A Las Vegas motivational speaker and a Canadian developer are accused of raising $170 million from investors, including a significant number from Utah, to build two Caribbean resorts but instead diverted most of the money to themselves and also used investor funds to make Ponzi payments, court documents say.
James B. Catledge, 44, used a multilevel marketing operation to raise the millions with false promises that investments were safe and would pay steady returns of up to 12 percent annually, according to a Securities and Exchange Commission lawsuit filed in Las Vegas.
Attorneys in the SEC's Salt Lake City office filed the Las Vegas complaint last week accusing Catledge, and resort developer Derek F. C. Elliott, 41, of Hillsburgh, Ontario, of fraud, unjust enrichment, sale of unregistered securities by unregistered brokers and lying to investors.
There were up to 1,700 investors who put in up to $170 million, according to a court-ordered report in a separate lawsuit filed by investors in Florida.
Ken Israel, regional director of the SEC's Salt Lake City office, said about 250 of the Catledge investors were from Utah. That represents about 15 percent of all investors and their proportional share of the total raised is about $25 million.
A "special master" appointed by a federal court in Florida said investors' funds are "almost completely lost" and many of them are "financially destroyed."
"The investors' plight is tragic," wrote Thomas E. Scott in his 2009 report. "The cause of that plight is criminal."
Catledge reportedly has hired prominent Las Vegas criminal attorney David Chesnoff to represent him. Chesnoff did not return a phone call to his office seeking comment.
On his website, Catledge says he was raised by a single mother in Memphis and worked odd jobs, paying his own way through college and for his two-year LDS mission. He studied business and communications at Brigham Young University, the website says.
Israel said he didn't believe the Utah investors were enticed through affinity fraud in which a member of a group takes advantage of shared trust and ties to defraud fellow adherents.
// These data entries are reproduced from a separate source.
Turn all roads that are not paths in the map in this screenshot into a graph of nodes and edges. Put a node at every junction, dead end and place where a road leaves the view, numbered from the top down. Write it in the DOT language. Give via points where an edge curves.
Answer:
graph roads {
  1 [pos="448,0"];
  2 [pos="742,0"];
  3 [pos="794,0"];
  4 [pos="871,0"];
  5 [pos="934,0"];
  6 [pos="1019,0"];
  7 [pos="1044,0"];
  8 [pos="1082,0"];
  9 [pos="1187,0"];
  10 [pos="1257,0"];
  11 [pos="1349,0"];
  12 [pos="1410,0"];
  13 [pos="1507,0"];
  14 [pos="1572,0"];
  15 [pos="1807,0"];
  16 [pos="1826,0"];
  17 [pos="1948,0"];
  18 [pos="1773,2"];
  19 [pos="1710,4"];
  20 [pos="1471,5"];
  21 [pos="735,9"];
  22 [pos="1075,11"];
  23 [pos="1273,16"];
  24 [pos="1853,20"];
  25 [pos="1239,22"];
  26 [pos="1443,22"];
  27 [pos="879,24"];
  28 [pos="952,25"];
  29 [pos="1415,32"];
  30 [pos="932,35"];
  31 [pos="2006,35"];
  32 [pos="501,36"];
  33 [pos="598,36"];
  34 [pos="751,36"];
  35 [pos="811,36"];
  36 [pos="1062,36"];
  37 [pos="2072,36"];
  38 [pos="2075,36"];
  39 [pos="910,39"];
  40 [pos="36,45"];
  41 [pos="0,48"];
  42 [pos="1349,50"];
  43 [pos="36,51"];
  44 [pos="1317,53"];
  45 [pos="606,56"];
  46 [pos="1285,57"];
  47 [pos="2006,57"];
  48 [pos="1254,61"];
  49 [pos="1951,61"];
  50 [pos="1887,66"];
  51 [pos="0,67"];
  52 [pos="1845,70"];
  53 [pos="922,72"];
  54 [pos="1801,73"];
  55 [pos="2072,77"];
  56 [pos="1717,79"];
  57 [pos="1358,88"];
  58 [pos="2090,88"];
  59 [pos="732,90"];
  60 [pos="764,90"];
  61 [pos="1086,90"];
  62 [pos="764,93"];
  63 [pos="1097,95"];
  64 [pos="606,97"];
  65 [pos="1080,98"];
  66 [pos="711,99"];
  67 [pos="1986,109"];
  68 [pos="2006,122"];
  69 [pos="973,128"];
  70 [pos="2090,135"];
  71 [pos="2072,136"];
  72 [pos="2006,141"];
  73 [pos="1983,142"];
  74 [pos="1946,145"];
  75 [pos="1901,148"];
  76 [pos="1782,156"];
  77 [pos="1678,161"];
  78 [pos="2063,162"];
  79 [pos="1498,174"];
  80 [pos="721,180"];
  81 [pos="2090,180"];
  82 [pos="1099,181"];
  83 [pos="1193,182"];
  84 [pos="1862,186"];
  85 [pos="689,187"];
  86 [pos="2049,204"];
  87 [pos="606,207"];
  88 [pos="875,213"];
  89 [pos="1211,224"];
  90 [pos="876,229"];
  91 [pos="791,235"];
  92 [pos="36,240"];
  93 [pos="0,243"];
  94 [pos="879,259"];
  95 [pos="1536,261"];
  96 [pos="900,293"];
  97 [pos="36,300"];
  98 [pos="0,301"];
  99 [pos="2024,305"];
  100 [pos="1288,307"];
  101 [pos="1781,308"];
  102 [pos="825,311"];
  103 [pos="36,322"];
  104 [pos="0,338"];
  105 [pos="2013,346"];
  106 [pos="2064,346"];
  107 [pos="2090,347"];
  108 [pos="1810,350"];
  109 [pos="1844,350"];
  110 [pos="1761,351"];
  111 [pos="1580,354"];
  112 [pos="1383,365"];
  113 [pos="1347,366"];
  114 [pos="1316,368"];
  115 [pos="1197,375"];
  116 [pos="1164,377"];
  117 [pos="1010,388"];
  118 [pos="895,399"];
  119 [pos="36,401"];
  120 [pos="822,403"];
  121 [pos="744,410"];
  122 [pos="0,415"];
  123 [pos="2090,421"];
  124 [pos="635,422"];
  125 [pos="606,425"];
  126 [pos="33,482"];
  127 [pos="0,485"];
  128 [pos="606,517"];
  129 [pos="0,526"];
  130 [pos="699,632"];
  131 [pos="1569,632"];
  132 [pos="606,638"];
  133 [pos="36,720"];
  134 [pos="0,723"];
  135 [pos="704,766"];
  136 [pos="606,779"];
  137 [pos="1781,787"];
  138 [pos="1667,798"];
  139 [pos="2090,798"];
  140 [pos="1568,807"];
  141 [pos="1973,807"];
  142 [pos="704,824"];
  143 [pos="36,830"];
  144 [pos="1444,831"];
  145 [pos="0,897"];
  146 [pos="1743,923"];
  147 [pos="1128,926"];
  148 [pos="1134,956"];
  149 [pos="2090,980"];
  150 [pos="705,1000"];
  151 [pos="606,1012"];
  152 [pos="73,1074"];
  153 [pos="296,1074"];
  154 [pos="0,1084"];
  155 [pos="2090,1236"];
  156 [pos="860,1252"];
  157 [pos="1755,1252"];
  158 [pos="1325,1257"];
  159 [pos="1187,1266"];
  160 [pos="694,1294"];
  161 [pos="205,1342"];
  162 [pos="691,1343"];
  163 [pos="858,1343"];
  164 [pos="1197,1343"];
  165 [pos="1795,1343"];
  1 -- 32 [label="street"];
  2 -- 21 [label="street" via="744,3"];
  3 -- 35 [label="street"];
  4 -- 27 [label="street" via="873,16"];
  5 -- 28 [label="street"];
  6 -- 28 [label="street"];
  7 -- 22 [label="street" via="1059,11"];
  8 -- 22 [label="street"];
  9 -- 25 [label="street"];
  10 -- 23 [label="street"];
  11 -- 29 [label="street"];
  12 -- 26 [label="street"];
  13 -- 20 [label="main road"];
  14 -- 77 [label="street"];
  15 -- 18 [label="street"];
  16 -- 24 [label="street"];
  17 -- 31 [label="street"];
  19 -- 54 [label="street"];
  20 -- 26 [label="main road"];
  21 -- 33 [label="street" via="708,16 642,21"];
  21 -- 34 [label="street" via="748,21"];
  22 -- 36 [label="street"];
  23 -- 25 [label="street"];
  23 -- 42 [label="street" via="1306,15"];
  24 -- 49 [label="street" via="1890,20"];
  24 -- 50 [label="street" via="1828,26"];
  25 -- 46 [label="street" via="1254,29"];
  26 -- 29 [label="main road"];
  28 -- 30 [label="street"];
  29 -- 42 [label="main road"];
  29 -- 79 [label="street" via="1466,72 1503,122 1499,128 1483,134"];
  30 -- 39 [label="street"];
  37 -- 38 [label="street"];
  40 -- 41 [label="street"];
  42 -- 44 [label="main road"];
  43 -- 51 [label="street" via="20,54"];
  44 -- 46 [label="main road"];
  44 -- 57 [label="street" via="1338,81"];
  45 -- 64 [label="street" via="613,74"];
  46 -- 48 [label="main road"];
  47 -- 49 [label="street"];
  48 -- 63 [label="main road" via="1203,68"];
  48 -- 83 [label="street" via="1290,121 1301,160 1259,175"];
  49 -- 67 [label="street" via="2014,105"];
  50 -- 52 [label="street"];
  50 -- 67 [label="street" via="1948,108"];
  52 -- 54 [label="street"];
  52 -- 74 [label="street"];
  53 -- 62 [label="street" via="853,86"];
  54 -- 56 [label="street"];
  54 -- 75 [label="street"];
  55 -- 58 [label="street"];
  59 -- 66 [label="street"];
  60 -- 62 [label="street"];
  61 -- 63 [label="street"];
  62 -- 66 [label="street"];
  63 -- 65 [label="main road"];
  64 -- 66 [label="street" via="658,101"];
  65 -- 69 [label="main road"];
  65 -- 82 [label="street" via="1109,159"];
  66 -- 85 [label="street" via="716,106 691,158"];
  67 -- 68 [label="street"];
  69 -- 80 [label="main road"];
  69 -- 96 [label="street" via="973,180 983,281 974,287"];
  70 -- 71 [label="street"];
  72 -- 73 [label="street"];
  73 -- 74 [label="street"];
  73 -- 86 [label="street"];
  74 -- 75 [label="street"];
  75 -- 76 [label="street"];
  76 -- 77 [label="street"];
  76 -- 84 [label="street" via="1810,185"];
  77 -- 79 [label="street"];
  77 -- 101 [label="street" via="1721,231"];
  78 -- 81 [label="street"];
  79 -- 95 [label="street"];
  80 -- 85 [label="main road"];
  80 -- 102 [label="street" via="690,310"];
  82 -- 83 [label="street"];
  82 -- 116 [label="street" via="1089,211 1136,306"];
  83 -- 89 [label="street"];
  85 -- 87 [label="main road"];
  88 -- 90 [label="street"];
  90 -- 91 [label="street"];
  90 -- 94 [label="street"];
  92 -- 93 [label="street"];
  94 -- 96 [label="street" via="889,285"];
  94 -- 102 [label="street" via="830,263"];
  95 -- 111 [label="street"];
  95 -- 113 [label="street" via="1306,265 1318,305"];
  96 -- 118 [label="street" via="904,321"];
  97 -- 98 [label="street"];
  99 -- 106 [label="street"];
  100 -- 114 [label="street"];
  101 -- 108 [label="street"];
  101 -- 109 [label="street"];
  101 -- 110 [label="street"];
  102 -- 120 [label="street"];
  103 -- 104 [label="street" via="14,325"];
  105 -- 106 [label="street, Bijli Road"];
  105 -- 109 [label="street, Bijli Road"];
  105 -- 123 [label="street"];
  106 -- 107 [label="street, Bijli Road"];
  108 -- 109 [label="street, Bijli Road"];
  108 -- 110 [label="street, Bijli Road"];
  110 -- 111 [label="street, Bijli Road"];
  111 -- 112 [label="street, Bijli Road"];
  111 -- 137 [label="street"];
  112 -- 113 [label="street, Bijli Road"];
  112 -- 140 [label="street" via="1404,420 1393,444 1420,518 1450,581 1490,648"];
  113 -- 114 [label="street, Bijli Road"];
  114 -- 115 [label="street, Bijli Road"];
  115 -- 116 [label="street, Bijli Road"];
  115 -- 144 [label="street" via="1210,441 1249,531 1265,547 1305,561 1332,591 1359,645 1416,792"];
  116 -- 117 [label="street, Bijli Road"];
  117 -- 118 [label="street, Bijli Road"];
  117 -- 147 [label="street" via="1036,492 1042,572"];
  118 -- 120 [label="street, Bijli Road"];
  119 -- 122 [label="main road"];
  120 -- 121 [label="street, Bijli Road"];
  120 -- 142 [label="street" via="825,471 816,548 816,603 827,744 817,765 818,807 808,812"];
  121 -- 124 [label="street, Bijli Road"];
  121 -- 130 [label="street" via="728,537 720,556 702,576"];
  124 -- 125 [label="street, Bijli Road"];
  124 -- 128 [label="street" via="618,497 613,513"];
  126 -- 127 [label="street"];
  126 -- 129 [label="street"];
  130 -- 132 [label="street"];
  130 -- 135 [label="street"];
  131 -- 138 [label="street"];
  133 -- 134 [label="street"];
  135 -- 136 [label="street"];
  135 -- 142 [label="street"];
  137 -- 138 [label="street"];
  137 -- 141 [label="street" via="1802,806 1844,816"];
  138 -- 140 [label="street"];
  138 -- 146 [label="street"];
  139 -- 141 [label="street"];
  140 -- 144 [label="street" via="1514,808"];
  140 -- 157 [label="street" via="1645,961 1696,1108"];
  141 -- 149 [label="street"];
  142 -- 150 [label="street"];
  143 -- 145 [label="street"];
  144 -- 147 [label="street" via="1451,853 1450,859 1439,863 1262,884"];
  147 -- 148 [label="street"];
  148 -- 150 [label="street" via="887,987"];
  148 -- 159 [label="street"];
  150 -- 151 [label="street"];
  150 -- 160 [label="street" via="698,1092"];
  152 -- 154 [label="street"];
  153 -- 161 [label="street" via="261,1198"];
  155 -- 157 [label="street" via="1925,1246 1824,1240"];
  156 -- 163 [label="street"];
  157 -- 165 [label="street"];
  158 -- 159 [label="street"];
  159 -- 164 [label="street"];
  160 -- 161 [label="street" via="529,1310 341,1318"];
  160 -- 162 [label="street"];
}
Utahns who are members of The Church of Jesus Christ of Latter-day Saints have been hit by a wave of affinity fraud in the past decade.
"My impression is they were perfectly willing to take money from anybody," he said. "I don't think they targeted [members of the LDS Church]."
According to court documents, Elliott and his father, Frederick Elliott, contracted with Catledge to raise funds for two resorts in Santa Domingo located at Cofresi and Juan Dolio beaches.
To market the investments as timeshares or ownership interests, Catledge created Net Worth Solutions, a multilevel marketing company.
Those who join MLMs are paid commissions on sales made by others who they have recruited into the company, with commissions flowing upward through various layers.
"Catledge was at the top of the 'pyramid,' " the SEC said in the Las Vegas complaint.
From 2004 to early 2009, Net Worth sold millions of dollars in investments.
But of the $170 million taken in, $74 million went to commissions, including $42.2 million to Catledge and related entities, Scott said in his report to the Florida court.
Other monies were used to pay interest to earlier investors in a Ponzi or Ponzi-like scheme, he said.
"The most glaring finding of the preliminary forensic analysis is what appears to be a Ponzi scheme that was created by both the Elliotts and Catledge," said Scott in the report. "Though the scheme was developed jointly by both the Elliotts and James Catledge, Catledge was the driving force behind the 'development' of the products to be sold and the ongoing marketing of those products to the investors."
Scott recommended a criminal investigation of Catledge and others.
The SEC is asking that Catledge be prohibited from further violations of federal laws, be fined an unspecified amount and ordered to "disgorge ill-gotten gains."